[Dataset records]
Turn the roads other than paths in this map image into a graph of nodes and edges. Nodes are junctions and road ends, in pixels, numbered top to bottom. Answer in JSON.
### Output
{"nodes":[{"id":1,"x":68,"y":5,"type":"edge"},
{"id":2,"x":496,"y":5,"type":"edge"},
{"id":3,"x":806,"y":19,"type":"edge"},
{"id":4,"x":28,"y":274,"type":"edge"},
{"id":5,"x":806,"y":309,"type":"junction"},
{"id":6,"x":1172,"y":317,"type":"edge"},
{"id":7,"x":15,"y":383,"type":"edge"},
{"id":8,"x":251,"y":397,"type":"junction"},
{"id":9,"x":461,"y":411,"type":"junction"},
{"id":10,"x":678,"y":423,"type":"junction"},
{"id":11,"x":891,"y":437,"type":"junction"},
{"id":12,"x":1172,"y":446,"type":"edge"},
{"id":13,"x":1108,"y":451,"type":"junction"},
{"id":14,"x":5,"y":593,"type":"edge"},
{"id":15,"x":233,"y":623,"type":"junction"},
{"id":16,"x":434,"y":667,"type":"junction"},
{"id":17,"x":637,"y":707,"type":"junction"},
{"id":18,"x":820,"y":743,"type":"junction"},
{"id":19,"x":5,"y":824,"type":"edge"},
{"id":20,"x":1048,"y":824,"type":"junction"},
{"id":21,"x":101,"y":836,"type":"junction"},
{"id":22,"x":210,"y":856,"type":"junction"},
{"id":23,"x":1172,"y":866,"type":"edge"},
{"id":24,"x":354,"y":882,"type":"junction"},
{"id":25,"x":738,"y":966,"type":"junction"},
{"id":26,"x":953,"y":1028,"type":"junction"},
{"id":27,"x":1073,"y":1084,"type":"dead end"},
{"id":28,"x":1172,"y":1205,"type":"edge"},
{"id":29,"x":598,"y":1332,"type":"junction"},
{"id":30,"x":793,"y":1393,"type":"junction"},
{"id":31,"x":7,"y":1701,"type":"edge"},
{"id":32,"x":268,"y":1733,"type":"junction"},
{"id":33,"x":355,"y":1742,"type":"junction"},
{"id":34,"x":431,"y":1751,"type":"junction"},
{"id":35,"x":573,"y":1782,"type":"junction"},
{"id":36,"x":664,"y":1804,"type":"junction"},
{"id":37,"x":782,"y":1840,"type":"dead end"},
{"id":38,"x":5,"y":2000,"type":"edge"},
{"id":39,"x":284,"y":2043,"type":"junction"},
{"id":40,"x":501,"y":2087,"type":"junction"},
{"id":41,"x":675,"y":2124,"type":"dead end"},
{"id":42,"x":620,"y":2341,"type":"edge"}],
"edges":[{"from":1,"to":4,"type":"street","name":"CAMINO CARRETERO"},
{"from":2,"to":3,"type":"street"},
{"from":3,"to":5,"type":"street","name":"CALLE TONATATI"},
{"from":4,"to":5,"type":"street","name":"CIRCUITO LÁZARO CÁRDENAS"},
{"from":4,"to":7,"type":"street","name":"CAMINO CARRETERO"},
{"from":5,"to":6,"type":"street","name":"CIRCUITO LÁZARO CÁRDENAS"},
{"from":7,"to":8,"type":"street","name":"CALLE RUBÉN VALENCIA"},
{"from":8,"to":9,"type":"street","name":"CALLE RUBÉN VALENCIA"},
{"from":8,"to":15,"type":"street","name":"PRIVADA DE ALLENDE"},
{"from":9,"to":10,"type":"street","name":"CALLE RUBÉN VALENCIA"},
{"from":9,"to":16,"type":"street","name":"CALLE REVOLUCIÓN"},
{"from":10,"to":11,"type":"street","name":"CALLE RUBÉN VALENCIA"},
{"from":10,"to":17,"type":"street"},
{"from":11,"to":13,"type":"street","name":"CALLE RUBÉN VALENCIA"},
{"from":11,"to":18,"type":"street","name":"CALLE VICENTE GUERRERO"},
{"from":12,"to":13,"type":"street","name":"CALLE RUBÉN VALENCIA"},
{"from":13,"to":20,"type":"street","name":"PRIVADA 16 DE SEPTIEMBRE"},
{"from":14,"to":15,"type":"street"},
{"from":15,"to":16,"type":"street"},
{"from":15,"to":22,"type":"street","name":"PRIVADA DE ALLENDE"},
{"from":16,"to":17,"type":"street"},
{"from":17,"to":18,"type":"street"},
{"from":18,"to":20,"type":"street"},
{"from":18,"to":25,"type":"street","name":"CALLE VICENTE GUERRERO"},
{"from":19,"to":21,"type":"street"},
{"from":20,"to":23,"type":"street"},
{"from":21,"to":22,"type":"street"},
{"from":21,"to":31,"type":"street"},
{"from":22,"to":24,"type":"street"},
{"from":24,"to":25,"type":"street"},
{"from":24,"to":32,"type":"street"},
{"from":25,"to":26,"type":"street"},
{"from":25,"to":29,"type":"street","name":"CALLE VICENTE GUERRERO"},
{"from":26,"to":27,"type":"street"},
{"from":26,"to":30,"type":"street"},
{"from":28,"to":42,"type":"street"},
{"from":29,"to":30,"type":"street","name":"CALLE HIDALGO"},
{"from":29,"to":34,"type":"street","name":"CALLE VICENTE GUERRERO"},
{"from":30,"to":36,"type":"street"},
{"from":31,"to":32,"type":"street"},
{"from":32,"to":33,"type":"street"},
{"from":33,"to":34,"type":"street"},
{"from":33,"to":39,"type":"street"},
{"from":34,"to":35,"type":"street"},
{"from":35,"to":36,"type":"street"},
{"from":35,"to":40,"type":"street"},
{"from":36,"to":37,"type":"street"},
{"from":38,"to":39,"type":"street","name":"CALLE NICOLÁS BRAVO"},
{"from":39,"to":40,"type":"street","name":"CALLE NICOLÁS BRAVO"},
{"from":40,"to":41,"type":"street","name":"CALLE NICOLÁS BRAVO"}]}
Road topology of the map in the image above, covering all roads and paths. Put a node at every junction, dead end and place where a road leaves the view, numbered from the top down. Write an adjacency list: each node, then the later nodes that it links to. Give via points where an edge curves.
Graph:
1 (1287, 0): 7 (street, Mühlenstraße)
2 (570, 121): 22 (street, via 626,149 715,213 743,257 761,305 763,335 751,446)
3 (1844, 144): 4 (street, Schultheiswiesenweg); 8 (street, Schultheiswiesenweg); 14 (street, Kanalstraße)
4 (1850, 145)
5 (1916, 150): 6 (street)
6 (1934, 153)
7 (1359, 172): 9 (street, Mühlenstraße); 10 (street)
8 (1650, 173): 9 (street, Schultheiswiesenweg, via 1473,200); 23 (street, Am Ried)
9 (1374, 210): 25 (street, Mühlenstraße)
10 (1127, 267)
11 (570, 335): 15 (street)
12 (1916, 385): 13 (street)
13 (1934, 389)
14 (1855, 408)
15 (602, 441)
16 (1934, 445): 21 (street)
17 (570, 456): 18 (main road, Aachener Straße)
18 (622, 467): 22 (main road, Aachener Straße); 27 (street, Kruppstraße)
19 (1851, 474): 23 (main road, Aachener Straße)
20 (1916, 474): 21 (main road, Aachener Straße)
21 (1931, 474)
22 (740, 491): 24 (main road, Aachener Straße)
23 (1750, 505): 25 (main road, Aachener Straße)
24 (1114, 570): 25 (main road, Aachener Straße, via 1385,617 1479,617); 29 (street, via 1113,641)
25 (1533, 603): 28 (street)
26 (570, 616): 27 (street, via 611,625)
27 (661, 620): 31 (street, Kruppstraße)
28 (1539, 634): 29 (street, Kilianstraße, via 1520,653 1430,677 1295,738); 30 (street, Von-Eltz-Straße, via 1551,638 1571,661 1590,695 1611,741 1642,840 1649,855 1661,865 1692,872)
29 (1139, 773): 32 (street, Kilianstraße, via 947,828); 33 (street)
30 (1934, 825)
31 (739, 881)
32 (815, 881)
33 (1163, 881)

• The task
Top to bottom, the records above must be output exactly.

• Solution to the exercise
Turn the roads other than paths in this map image into a graph of nodes and edges. Nodes are junctions and road ends, in pixels, numbered top to bottom. Answer in JSON.
### Output
{"nodes":[{"id":1,"x":68,"y":5,"type":"edge"},
{"id":2,"x":496,"y":5,"type":"edge"},
{"id":3,"x":806,"y":19,"type":"edge"},
{"id":4,"x":28,"y":274,"type":"edge"},
{"id":5,"x":806,"y":309,"type":"junction"},
{"id":6,"x":1172,"y":317,"type":"edge"},
{"id":7,"x":15,"y":383,"type":"edge"},
{"id":8,"x":251,"y":397,"type":"junction"},
{"id":9,"x":461,"y":411,"type":"junction"},
{"id":10,"x":678,"y":423,"type":"junction"},
{"id":11,"x":891,"y":437,"type":"junction"},
{"id":12,"x":1172,"y":446,"type":"edge"},
{"id":13,"x":1108,"y":451,"type":"junction"},
{"id":14,"x":5,"y":593,"type":"edge"},
{"id":15,"x":233,"y":623,"type":"junction"},
{"id":16,"x":434,"y":667,"type":"junction"},
{"id":17,"x":637,"y":707,"type":"junction"},
{"id":18,"x":820,"y":743,"type":"junction"},
{"id":19,"x":5,"y":824,"type":"edge"},
{"id":20,"x":1048,"y":824,"type":"junction"},
{"id":21,"x":101,"y":836,"type":"junction"},
{"id":22,"x":210,"y":856,"type":"junction"},
{"id":23,"x":1172,"y":866,"type":"edge"},
{"id":24,"x":354,"y":882,"type":"junction"},
{"id":25,"x":738,"y":966,"type":"junction"},
{"id":26,"x":953,"y":1028,"type":"junction"},
{"id":27,"x":1073,"y":1084,"type":"dead end"},
{"id":28,"x":1172,"y":1205,"type":"edge"},
{"id":29,"x":598,"y":1332,"type":"junction"},
{"id":30,"x":793,"y":1393,"type":"junction"},
{"id":31,"x":7,"y":1701,"type":"edge"},
{"id":32,"x":268,"y":1733,"type":"junction"},
{"id":33,"x":355,"y":1742,"type":"junction"},
{"id":34,"x":431,"y":1751,"type":"junction"},
{"id":35,"x":573,"y":1782,"type":"junction"},
{"id":36,"x":664,"y":1804,"type":"junction"},
{"id":37,"x":782,"y":1840,"type":"dead end"},
{"id":38,"x":5,"y":2000,"type":"edge"},
{"id":39,"x":284,"y":2043,"type":"junction"},
{"id":40,"x":501,"y":2087,"type":"junction"},
{"id":41,"x":675,"y":2124,"type":"dead end"},
{"id":42,"x":620,"y":2341,"type":"edge"}],
"edges":[{"from":1,"to":4,"type":"street","name":"CAMINO CARRETERO"},
{"from":2,"to":3,"type":"street"},
{"from":3,"to":5,"type":"street","name":"CALLE TONATATI"},
{"from":4,"to":5,"type":"street","name":"CIRCUITO LÁZARO CÁRDENAS"},
{"from":4,"to":7,"type":"street","name":"CAMINO CARRETERO"},
{"from":5,"to":6,"type":"street","name":"CIRCUITO LÁZARO CÁRDENAS"},
{"from":7,"to":8,"type":"street","name":"CALLE RUBÉN VALENCIA"},
{"from":8,"to":9,"type":"street","name":"CALLE RUBÉN VALENCIA"},
{"from":8,"to":15,"type":"street","name":"PRIVADA DE ALLENDE"},
{"from":9,"to":10,"type":"street","name":"CALLE RUBÉN VALENCIA"},
{"from":9,"to":16,"type":"street","name":"CALLE REVOLUCIÓN"},
{"from":10,"to":11,"type":"street","name":"CALLE RUBÉN VALENCIA"},
{"from":10,"to":17,"type":"street"},
{"from":11,"to":13,"type":"street","name":"CALLE RUBÉN VALENCIA"},
{"from":11,"to":18,"type":"street","name":"CALLE VICENTE GUERRERO"},
{"from":12,"to":13,"type":"street","name":"CALLE RUBÉN VALENCIA"},
{"from":13,"to":20,"type":"street","name":"PRIVADA 16 DE SEPTIEMBRE"},
{"from":14,"to":15,"type":"street"},
{"from":15,"to":16,"type":"street"},
{"from":15,"to":22,"type":"street","name":"PRIVADA DE ALLENDE"},
{"from":16,"to":17,"type":"street"},
{"from":17,"to":18,"type":"street"},
{"from":18,"to":20,"type":"street"},
{"from":18,"to":25,"type":"street","name":"CALLE VICENTE GUERRERO"},
{"from":19,"to":21,"type":"street"},
{"from":20,"to":23,"type":"street"},
{"from":21,"to":22,"type":"street"},
{"from":21,"to":31,"type":"street"},
{"from":22,"to":24,"type":"street"},
{"from":24,"to":25,"type":"street"},
{"from":24,"to":32,"type":"street"},
{"from":25,"to":26,"type":"street"},
{"from":25,"to":29,"type":"street","name":"CALLE VICENTE GUERRERO"},
{"from":26,"to":27,"type":"street"},
{"from":26,"to":30,"type":"street"},
{"from":28,"to":42,"type":"street"},
{"from":29,"to":30,"type":"street","name":"CALLE HIDALGO"},
{"from":29,"to":34,"type":"street","name":"CALLE VICENTE GUERRERO"},
{"from":30,"to":36,"type":"street"},
{"from":31,"to":32,"type":"street"},
{"from":32,"to":33,"type":"street"},
{"from":33,"to":34,"type":"street"},
{"from":33,"to":39,"type":"street"},
{"from":34,"to":35,"type":"street"},
{"from":35,"to":36,"type":"street"},
{"from":35,"to":40,"type":"street"},
{"from":36,"to":37,"type":"street"},
{"from":38,"to":39,"type":"street","name":"CALLE NICOLÁS BRAVO"},
{"from":39,"to":40,"type":"street","name":"CALLE NICOLÁS BRAVO"},
{"from":40,"to":41,"type":"street","name":"CALLE NICOLÁS BRAVO"}]}
Road topology of the map in the image above, covering all roads and paths. Put a node at every junction, dead end and place where a road leaves the view, numbered from the top down. Write an adjacency list: each node, then the later nodes that it links to. Give via points where an edge curves.
Graph:
1 (1287, 0): 7 (street, Mühlenstraße)
2 (570, 121): 22 (street, via 626,149 715,213 743,257 761,305 763,335 751,446)
3 (1844, 144): 4 (street, Schultheiswiesenweg); 8 (street, Schultheiswiesenweg); 14 (street, Kanalstraße)
4 (1850, 145)
5 (1916, 150): 6 (street)
6 (1934, 153)
7 (1359, 172): 9 (street, Mühlenstraße); 10 (street)
8 (1650, 173): 9 (street, Schultheiswiesenweg, via 1473,200); 23 (street, Am Ried)
9 (1374, 210): 25 (street, Mühlenstraße)
10 (1127, 267)
11 (570, 335): 15 (street)
12 (1916, 385): 13 (street)
13 (1934, 389)
14 (1855, 408)
15 (602, 441)
16 (1934, 445): 21 (street)
17 (570, 456): 18 (main road, Aachener Straße)
18 (622, 467): 22 (main road, Aachener Straße); 27 (street, Kruppstraße)
19 (1851, 474): 23 (main road, Aachener Straße)
20 (1916, 474): 21 (main road, Aachener Straße)
21 (1931, 474)
22 (740, 491): 24 (main road, Aachener Straße)
23 (1750, 505): 25 (main road, Aachener Straße)
24 (1114, 570): 25 (main road, Aachener Straße, via 1385,617 1479,617); 29 (street, via 1113,641)
25 (1533, 603): 28 (street)
26 (570, 616): 27 (street, via 611,625)
27 (661, 620): 31 (street, Kruppstraße)
28 (1539, 634): 29 (street, Kilianstraße, via 1520,653 1430,677 1295,738); 30 (street, Von-Eltz-Straße, via 1551,638 1571,661 1590,695 1611,741 1642,840 1649,855 1661,865 1692,872)
29 (1139, 773): 32 (street, Kilianstraße, via 947,828); 33 (street)
30 (1934, 825)
31 (739, 881)
32 (815, 881)
33 (1163, 881)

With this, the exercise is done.